[Spambayes] Central limit

Tim Peters tim.one@comcast.net
Mon, 30 Sep 2002 12:38:30 -0400


[Rob Hooft]
>   - The standard deviations seem "underestimated". Gary already said
>     this can be caused by correlations between scores. Alternatively
>     this can indicate that the data is not 1D: in more than one
>     dimension, a higher percentage of normally distributed data lies
>     outside of the "core regions". Anyway, something can be done about
>     this: just calculate the RMS Z-score, and scale it to 1.0.

Sorry, I don't know what that means or how to compute it; neither does
google <wink>.  Let's say this is my population:  {2, 5, 10, 64}.  Then what
are the "RMS Z-score scaled to 1.0" thingies of 1, 2, 32, 64, and 1000?

> ...
>   - The "certainty" rule of Tim should be formalized.

Sure, but how?   I made up a combination of "look at ratios" and "different
cutoffs for different n" by iteratively staring at the errors and making
stuff up.  Even then all I get is a binary "certain or uncertain?" decision
out of it, and without a clear connection to quantifiable probabilities I
don't have strong reason to believe it's a sensible approach in general.

An alternative I haven't tried:  Consider the populations to be the set of
all ham-scores and spam-scores of msgs as a whole (rather than as funky
collections of individual "extreme word" probabilities).  I expect that has
a much better shot at being normally distributed; I don't know whether the
ham and spam populations so obtained would be separated well enough to be
useful, though.

> ...
>     Once this has crystallized a bit more we should exchange pickles
>     and see how well we can do with each-others training data!

One thing I noted before:  when training on more data than what I reported
on most recently, the log-central-limit population ham and spam means and
variances appeared remarkably insensitive to which random subset of msgs I
took to be "the population".  That was a good sign.  If we can figure out
what to *do* with these things <wink>, it's easy for me to whip up a little
program that will just compute these stats and display them; then we can
directly find out how sensitive they are cross-corpus for the people playing
along here.

>   - It should somehow be possible to classify messages into any
>     sumber of distinct groups using this trick. A new message can
>     get scored a Z-score to describe the likelyhood that it is part
>     of any of the groups, if all of these numbers are large, the test
>     message does not  belong to any class. I guess, e.g. that it
>     should not be too  difficult for the bayesian algorithms used
>     here to judge whether E-mail I receive is for "work", "private"
>     or "spam".

I don't expect this to work.  N-way classsification is a natural task for a
Bayesian classifier, but the only thing Bayesian about the approach here is
Gary's adjustment to the spamprobs as computed by counting.  This is
discussed in detail on Gary's web page, including a link to the tortured
reasoning it takes to find anything Bayesian in Paul's formulation.

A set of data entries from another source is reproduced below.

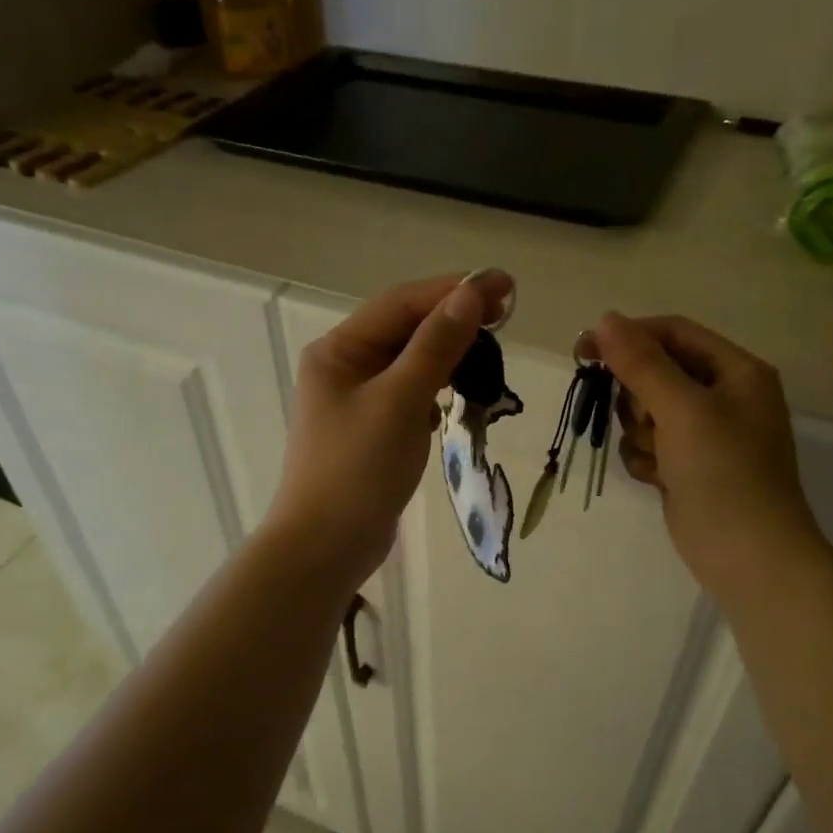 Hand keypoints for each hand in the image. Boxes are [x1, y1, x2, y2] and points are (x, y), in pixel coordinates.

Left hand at [266, 271, 514, 591]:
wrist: (326, 547)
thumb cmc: (357, 469)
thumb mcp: (399, 401)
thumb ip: (436, 346)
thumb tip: (471, 294)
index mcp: (339, 350)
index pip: (402, 303)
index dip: (454, 290)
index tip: (503, 285)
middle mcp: (345, 366)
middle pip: (406, 329)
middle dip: (454, 320)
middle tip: (506, 316)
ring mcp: (357, 400)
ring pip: (411, 362)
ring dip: (449, 355)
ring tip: (490, 355)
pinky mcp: (372, 430)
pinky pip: (410, 395)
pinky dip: (437, 390)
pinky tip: (458, 398)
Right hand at [591, 312, 827, 595]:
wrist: (748, 557)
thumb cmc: (724, 474)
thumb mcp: (683, 411)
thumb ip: (642, 364)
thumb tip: (605, 318)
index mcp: (736, 371)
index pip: (673, 333)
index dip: (629, 336)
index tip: (583, 351)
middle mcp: (723, 396)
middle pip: (655, 372)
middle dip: (638, 398)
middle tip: (646, 422)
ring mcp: (704, 434)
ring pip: (645, 411)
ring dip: (640, 433)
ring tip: (660, 459)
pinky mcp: (686, 465)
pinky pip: (647, 444)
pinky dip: (644, 459)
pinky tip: (659, 480)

WRT Gary's clt ideas, they seem to get huge bang for the buck out of that
we're making a binary decision, so that the two statistics of interest for
each word are ln(spamprob) and ln(1-spamprob).  This makes a very sharp
distinction for words with low or high spamprob; it's unclear how to split
this into an N-way distinction, or that doing so would be useful.  I suppose
that for each category C, you could compute ln(Cprob) and ln(1-Cprob).  Then
I wave my hands, and it all works great <wink>.